Myth #90:
Joshua led Israel after the death of Moses.
The Myth: Now after the death of Moses the servant of the LORD it came to pass, that the LORD spake unto Joshua the son of Nun, Moses’ minister, saying, Moses my servant is dead; now therefore arise, go over this Jordan, thou, and all this people, unto the land which I do give to them, even to the children of Israel. (Josh. 1:1–2)
The Reality: Joshua’s name indicates that he was a mythological figure named after two Egyptian creation deities.
Before leaving Joshua’s campaigns in Canaan, we should ask ourselves: if almost every major battle story is fictitious, did Joshua himself actually exist? No, he didn’t.
The Bible frequently refers to Joshua as “Joshua, Son of Nun.” This name raises some questions. In Hebrew, Joshua’s actual name is “Jeho-shua.” The Jeho portion represents JHWH, the name of the Hebrew God, and many Israelites had that element in their name. Scholars usually translate his name as “God saves” or “God is salvation.” (Jeho-shua is also the proper Hebrew name for Jesus.)
But we have a chronological problem with Joshua having the element “Jeho” in his name. The name JHWH did not become known to the Israelites until Moses brought it into Egypt at the time of the Exodus. He himself didn’t learn that name of God until just before going back to Egypt to confront the pharaoh. The Hebrew Patriarchs apparently knew God only under the name El Shaddai.exodus 6:3 proves this: “And I appeared unto Abraham, unto Isaac, and unto Jacob, by the name of El Shaddai, but by my name JEHOVAH was I not known to them.” (English translations usually substitute “God Almighty” for the Hebrew words “El Shaddai.” “El Shaddai” means “El the Mighty.” El is the chief Canaanite God, whose name is subsumed in the Hebrew Elohim.)
But Joshua already had reached adulthood and served under Moses at the time of the Exodus. He couldn’t have had the element “Jeho” in his birth name because his parents wouldn’t have know that name at that time. So, at the very least, the name Joshua, as a Hebrew name, would have to have been either a change of name for Joshua after the Exodus or a late invention of the biblical redactors. Consequently, a biblical editor added the claim that Moses had changed Joshua’s name from the original Hoshea.
Since Joshua belonged to the tribe of Ephraim, a good case can be made that his name had an Egyptian rather than Hebrew origin and that his character functioned in a mythological role. Ephraim was the youngest son of Joseph and Asenath, his Egyptian wife. His mother was the daughter of the chief priest of Heliopolis, a major Egyptian cult center and the place where Moses, as a member of the royal household, would have received his education. The full name “Joshua, Son of Nun” contains name elements for two of the most important Heliopolitan Egyptian deities, Nun and Shu.

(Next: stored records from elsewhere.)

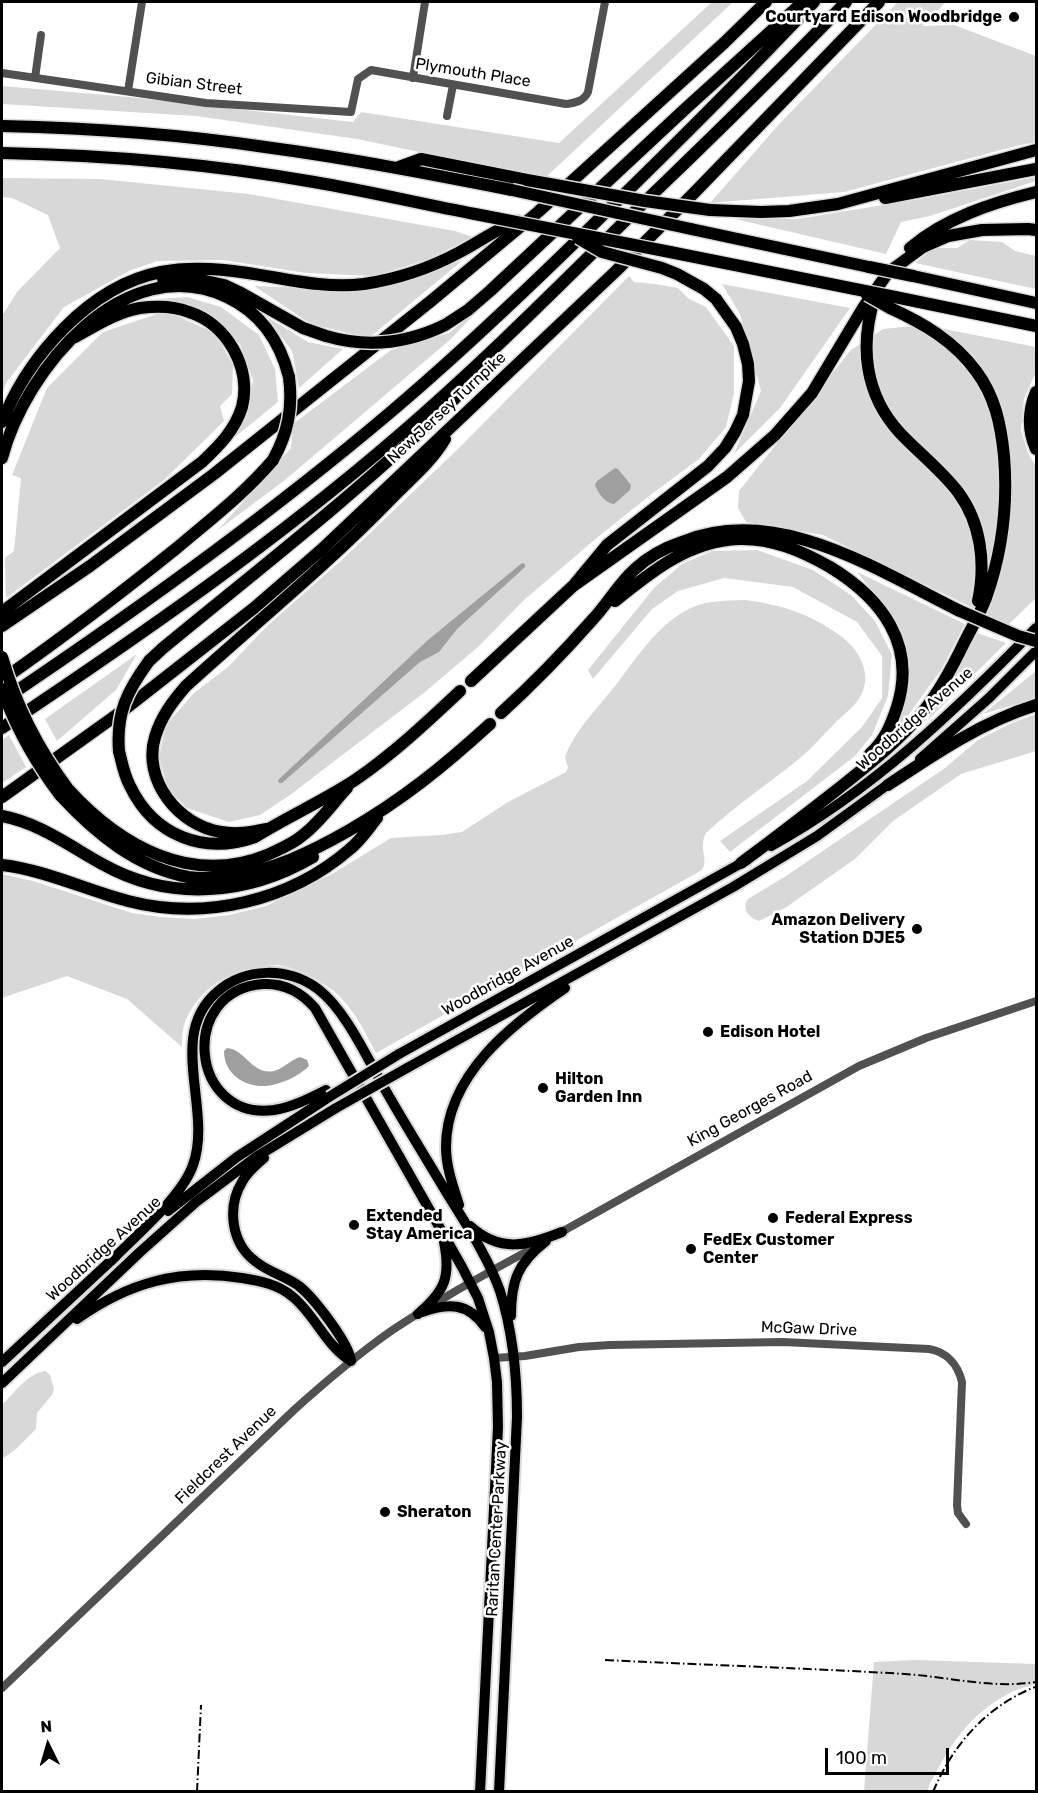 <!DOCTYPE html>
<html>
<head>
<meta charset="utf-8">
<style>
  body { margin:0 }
  #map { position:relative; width:1038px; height:1793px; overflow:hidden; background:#fff; font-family:Rubik,sans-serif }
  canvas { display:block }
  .frame { position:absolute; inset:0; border:3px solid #000; pointer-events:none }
  .north { position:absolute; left:18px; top:1715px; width:60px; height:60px; -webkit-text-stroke:4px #fff; paint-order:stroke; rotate:355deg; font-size:16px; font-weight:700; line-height:24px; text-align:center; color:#000 }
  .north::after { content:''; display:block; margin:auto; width:21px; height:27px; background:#000; clip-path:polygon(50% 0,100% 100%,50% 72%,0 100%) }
  .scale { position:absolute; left:825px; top:1748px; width:124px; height:27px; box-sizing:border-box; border:3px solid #000; border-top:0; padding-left:8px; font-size:18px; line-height:21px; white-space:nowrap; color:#000; -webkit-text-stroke:4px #fff; paint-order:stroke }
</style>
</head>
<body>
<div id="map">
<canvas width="1038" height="1793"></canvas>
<div class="frame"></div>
<div class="north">N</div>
<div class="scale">100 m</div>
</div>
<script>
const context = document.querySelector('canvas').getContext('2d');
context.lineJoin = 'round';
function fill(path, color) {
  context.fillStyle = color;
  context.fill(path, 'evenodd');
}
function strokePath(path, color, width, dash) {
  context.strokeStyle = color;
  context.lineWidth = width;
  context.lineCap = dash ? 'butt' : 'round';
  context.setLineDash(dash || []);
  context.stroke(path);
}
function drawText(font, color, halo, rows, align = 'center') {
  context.font = font + ' Rubik,sans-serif';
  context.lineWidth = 5;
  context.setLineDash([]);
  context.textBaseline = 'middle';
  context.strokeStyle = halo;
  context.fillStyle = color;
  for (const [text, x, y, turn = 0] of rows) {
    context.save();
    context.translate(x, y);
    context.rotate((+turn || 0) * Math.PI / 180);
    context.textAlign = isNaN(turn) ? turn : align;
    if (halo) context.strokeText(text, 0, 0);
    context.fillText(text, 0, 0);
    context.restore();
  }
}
const green = new Path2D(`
  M712,2H733L545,178L357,139L196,116L2,104V86L129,97L353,122L361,112L559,143Z
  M898,2H946L922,26L954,25L1036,56V142L1016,146L844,192L710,203L781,122Z
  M1036,177V181L930,216L901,222L886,254L735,219H797L914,200Z
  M2,178L100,179L249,194L455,231L473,237L429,259L374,276L306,273L223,260L158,261L131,270L64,307L6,383L2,395V316L17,292L60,248L48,215L12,198L2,197Z
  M970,240L1002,242L1015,251L1036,256V289L915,263L934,248H957Z
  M463,260L369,338L311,324L254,286L337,289L394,285Z
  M629,276L634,282L655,284L678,288L689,299L706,307L734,346V393L726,427L699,459L653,493L599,536L524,600L479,646L425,692L290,795L260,815L229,822L187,808L168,789L159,757L166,725L194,693L228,667L267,626L346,556L457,450Z
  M722,284L850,308L780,408L734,454L761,391L740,314Z
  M187,297L221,307L259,335L275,369L278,402L235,437L247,415L253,380L240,344L208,315L159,299Z
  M478,310L451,339L285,480L218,530L291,448L293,424L391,350L449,333Z
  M166,311L215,333L233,365L232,394L220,406L224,421L164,480L6,598L5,558L14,551L21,478L12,475L47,388L103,332Z
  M267,317L308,342L343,349L299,388L292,351Z
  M924,325L1036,347V372L1024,399L1021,430L1028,453L1036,466V598L1008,625L823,535L746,522L738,508L739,491L851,350L883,329Z
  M757,550L813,570L851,595L875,621L892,655L888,696L872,735L855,756L730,852L720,841L807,781L862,727L882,698V656L857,622L793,587L724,578L678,591L652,609L593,679L588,670L654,588L682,564L712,551Z
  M857,572L965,624L941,670L899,728L910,664L897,622Z
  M745,600C783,605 811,614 842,637C858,649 872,672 862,693C857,705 844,714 835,723C823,735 812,748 799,759C768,784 735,806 706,833C698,848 709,859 702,870L376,1053C364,1030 352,1005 331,989C317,978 296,968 278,965C272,965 265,966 259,967C225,970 192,995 183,1029C182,1035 182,1041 182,1047L127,999L67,976L2,998V874L33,881L132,913L161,917L195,919L229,915L266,906L332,874L391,838L441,835L462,832L508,802L566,772L568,768L565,757C575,730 597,709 615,686C637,658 657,624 691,608C707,600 727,601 745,600Z
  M977,633L1006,643L927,721Z
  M137,654L116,690L57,741L45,719Z
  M1036,671V698L983,714Z
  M1036,714V751L961,774L893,821L855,859L785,908L759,921C749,918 741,909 748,899L786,876L945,768L978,740L1012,723Z
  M9,735L26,767L2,783V740Z
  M46,1371L50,1375L54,1389L52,1395L37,1413L36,1429L16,1449L2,1459V1405C13,1394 29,1372 46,1371Z
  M916,1660L1036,1664V1684C1028,1687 1018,1688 1010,1693C969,1714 949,1746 929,1786L927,1791H864L874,1662Z`);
const water = new Path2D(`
  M615,468L618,469L631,485L630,490L614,504C605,503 598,493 595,485L597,481Z
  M522,563L525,564V567L457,629L439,652L420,662L282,783H279L278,780L428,640Z
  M227,1048C245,1049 253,1076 274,1071C284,1068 291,1060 300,1057L307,1060L309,1066C299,1076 280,1085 266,1086C244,1087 224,1074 224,1051Z`);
const minor = new Path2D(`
  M2,73L206,103L351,112L358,79L371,70L566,104C575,103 584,101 588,92L605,2
  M35,78L41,35
  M413,78L425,2
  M128,91L142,2
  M447,116L453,85
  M556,1235L859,1066L926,1038L1036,1001
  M494,1358L525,1356L579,1347L610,1345L783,1342L929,1349C947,1352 958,1365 962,1382L957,1505L958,1513L966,1524
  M2,1688L294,1410C325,1382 357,1355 391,1331C437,1300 486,1274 535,1247`);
const major = new Path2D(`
  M920,759L989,698L1036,651
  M771,846C872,791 957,709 1036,628
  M399,1054L747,860
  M407,1068L733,887L817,836L894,780
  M326,1090C310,1098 293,1107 274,1110C189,1121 178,990 263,984C284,983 302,993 315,1008L462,1267L478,1298L489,1332L494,1358L497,1382L498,1427L480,1792
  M264,1158C256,1165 247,1172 242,1182C227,1207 231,1243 255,1261C268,1272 285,1276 299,1286C314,1298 349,1343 351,1361
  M459,1205C453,1186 446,1167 446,1147C446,1075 512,1024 565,988
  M168,1211L237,1157L329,1097
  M470,1226C500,1253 527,1246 562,1232
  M111,1261C135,1236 182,1197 193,1165C213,1109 166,1036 217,992C245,967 288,967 318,989C348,1012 370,1065 390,1098C409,1131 429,1163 448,1195C467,1226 488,1257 500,1291C513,1332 517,1374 517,1417L499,1792
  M422,1312C448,1303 468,1302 485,1327
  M418,1314C445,1291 451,1277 444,1242
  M511,1316C511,1280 518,1263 546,1241
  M77,1319C128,1283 179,1268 242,1278C260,1281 278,1284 293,1297C315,1315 326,1346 351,1361
  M2,1362L116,1256
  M2,1383L140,1252L196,1202L256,1157L336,1108`);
const highway = new Path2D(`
  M2,126C90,128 178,134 265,147C348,158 430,174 512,190
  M2,153C106,155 211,164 314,182C368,191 421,204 475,214
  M399,167L421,159L527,180
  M885,198L1036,169
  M710,210L761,212L789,211L838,204L1036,150
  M691,229L869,267
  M910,248C946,218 991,203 1036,192
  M670,252L855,289
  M913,276L1036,303
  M163,279L192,278L224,285L241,293L303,328L326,336
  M875,297C859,346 865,395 900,433C919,453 941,470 958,492C981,523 986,563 978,601
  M895,297L1036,326
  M445,325L468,310L490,291L684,110L803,2
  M1036,392C1028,411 1028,431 1036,449
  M2,422C28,357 89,286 161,272C181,268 203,268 224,270C271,274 316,290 364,284C397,279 428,269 458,253C478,243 496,229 517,221
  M2,458C25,370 124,249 227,297C261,313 280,341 289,377
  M573,586L727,477L775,435L812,393L863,308L887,274L897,266L923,247L948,236L982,230L1028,229L1036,230
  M615,601C652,571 689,541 739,539C772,538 802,551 830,567C881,598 917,644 897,707C891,725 885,740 870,754
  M2,612L202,462C219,446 235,430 242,407C252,368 227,324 189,312C174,306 156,306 140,308C116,312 94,327 73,338
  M2,626L90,566L214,474L431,301L538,212L724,43L766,2
  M149,661L163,648C254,573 348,500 434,419C453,401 471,382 489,364L494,357
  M2,680C62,638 121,593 178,547C211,519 245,493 273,460
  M471,681L573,586L607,545L708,466L725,448L735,432L743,415L749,381L748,364L743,344L736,327L716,299
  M6,698C137,610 265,518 386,416C462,352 535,282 606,212C677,143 747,73 814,2
  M501,713C534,683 564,652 594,618C608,603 619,583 635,569C648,557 664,548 682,542C777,503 877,570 960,611
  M2,728C138,637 274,543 399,435C477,368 550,295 623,223C698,150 774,78 846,2
  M119,751C122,763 124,775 130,786C154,836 204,855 255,837C287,817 323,801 355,780C393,754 427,722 460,691
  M888,785C936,753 982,722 1036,705
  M68,789C120,846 191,886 267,855C280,849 293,844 303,835C320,822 333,803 347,788
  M60,795C95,833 136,867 188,877C202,879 216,878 229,876C272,871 311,852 348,831C402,800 444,766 490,724
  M2,797L125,709L254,608L321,550L616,271L694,193L879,2
  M2,816C40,823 71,847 104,865C171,902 248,895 313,857
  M267,829C252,832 237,835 221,832C179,826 142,780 155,737C161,717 172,702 186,686C254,624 326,566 390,500C409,480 431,463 445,439
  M741,863C774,839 806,814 838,789C868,765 898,742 922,713C939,692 952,668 964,643C971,629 980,614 986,598C1002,553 1008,504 1004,456C1001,425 995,396 976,371C954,341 923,323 890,308
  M2,865C45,870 86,890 128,901C205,921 290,901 350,849C361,840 368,829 377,818`);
const rail = new Path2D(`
  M605,1660C705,1665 805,1668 905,1674C950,1677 992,1689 1036,1682
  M197,1792L201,1705
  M933,1792C953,1744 987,1706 1035,1687`);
const majorBridge = new Path2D(`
  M329,1097L399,1054
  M336,1108L407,1068`);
const highwayBridge = new Path2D(`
  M527,180L645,201L710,210
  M512,190L691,229
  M475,214L670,252
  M578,238L602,252L662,268L677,274L704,289L716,299
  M869,267L913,276
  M855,289L895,297
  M867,295L890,308
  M326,336C367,348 406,344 445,325
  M273,460C288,433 293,408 289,377
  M960,611L1018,636L1036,641
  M2,657C16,706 38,749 68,789
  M2,689C16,728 35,762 60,795
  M119,751C116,713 127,691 149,661`);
const markers = [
  [1014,17,6,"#000"],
  [917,929,6,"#000"],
  [708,1032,6,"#000"],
  [543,1088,6,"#000"],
  [773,1218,6,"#000"],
  [354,1225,6,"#000"],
  [691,1249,6,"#000"],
  [385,1512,6,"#000"]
];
const poiNames = [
  ["Courtyard Edison Woodbridge",1002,17,"right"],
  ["Amazon Delivery",905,920,"right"],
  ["Station DJE5",905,938,"right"],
  ["Edison Hotel",720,1032],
  ["Hilton",555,1079],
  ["Garden Inn",555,1097],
  ["Extended",366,1216],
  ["Stay America",366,1234],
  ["Federal Express",785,1218],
  ["FedEx Customer",703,1240],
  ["Center",703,1258],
  ["Sheraton",397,1512]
];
const streetNames = [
  ["Plymouth Place",473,73,9],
  ["Gibian Street",194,84,7],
  ["New Jersey Turnpike",447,408,-43],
  ["Woodbridge Avenue",915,719,-41],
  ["Woodbridge Avenue",508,976,-29],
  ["King Georges Road",750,1109,-29],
  ["Woodbridge Avenue",104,1249,-42],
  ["McGaw Drive",809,1329,2],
  ["Fieldcrest Avenue",226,1455,-44],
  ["Raritan Center Parkway",497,1529,-87]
];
fill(green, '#d8d8d8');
fill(water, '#9f9f9f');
strokePath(major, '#dbdbdb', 14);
strokePath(highway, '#dbdbdb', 15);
strokePath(minor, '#515151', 8);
strokePath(major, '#000', 10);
strokePath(highway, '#000', 12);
strokePath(rail, '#000', 2, [9, 3, 1.5, 3]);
strokePath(majorBridge, '#dbdbdb', 14, []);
strokePath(highwayBridge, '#dbdbdb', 15, []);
strokePath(majorBridge, '#000', 10);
strokePath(highwayBridge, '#000', 12);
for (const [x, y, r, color] of markers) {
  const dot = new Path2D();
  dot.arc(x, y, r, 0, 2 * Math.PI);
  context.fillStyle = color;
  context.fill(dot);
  strokePath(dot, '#fff', 2);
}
drawText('bold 16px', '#000', '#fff', poiNames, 'left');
drawText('16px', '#000', '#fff', streetNames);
</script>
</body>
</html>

The god Nun represented the primeval flood at the beginning of Creation. He stirred the floodwaters and caused the god Atum to come forth. Atum, in turn, brought forth a son named Shu, who represented the space between heaven and earth, and a daughter named Tefnut, who represented moisture. Shu and Tefnut were the ancestors of all the other Egyptian deities, and some Egyptian texts say that Nun brought them up out of the primeval abyss.
In Near Eastern tradition, grandchildren were considered the children of the grandparents, and the Bible frequently identifies grandchildren as the sons of grandfathers. In Egypt, then, Shu would also have been the son of Nun. This gives us a correspondence with Joshua’s name “Jeho-Shua, son of Nun.” The only non-Egyptian element in that name is “Jeho,” which we have seen could not have been part of his original name.
Joshua’s name, therefore, signified a deity known as “Shu, son of Nun,” who was worshipped by Israelites as a cult figure in the years following their departure from Egypt. As Israel shed its Egyptian cultural trappings, and as Jeho came to play a more intimate monotheistic role in Hebrew life, Joshua devolved from deity to human. Eventually, the scribes added the Jeho portion of the name in order to hide Joshua’s earlier cult image. Jeho-Shu, the Egyptian-Semitic name that he received, eventually became confused with the similar Semitic word “Jehoshua,” meaning “God saves.”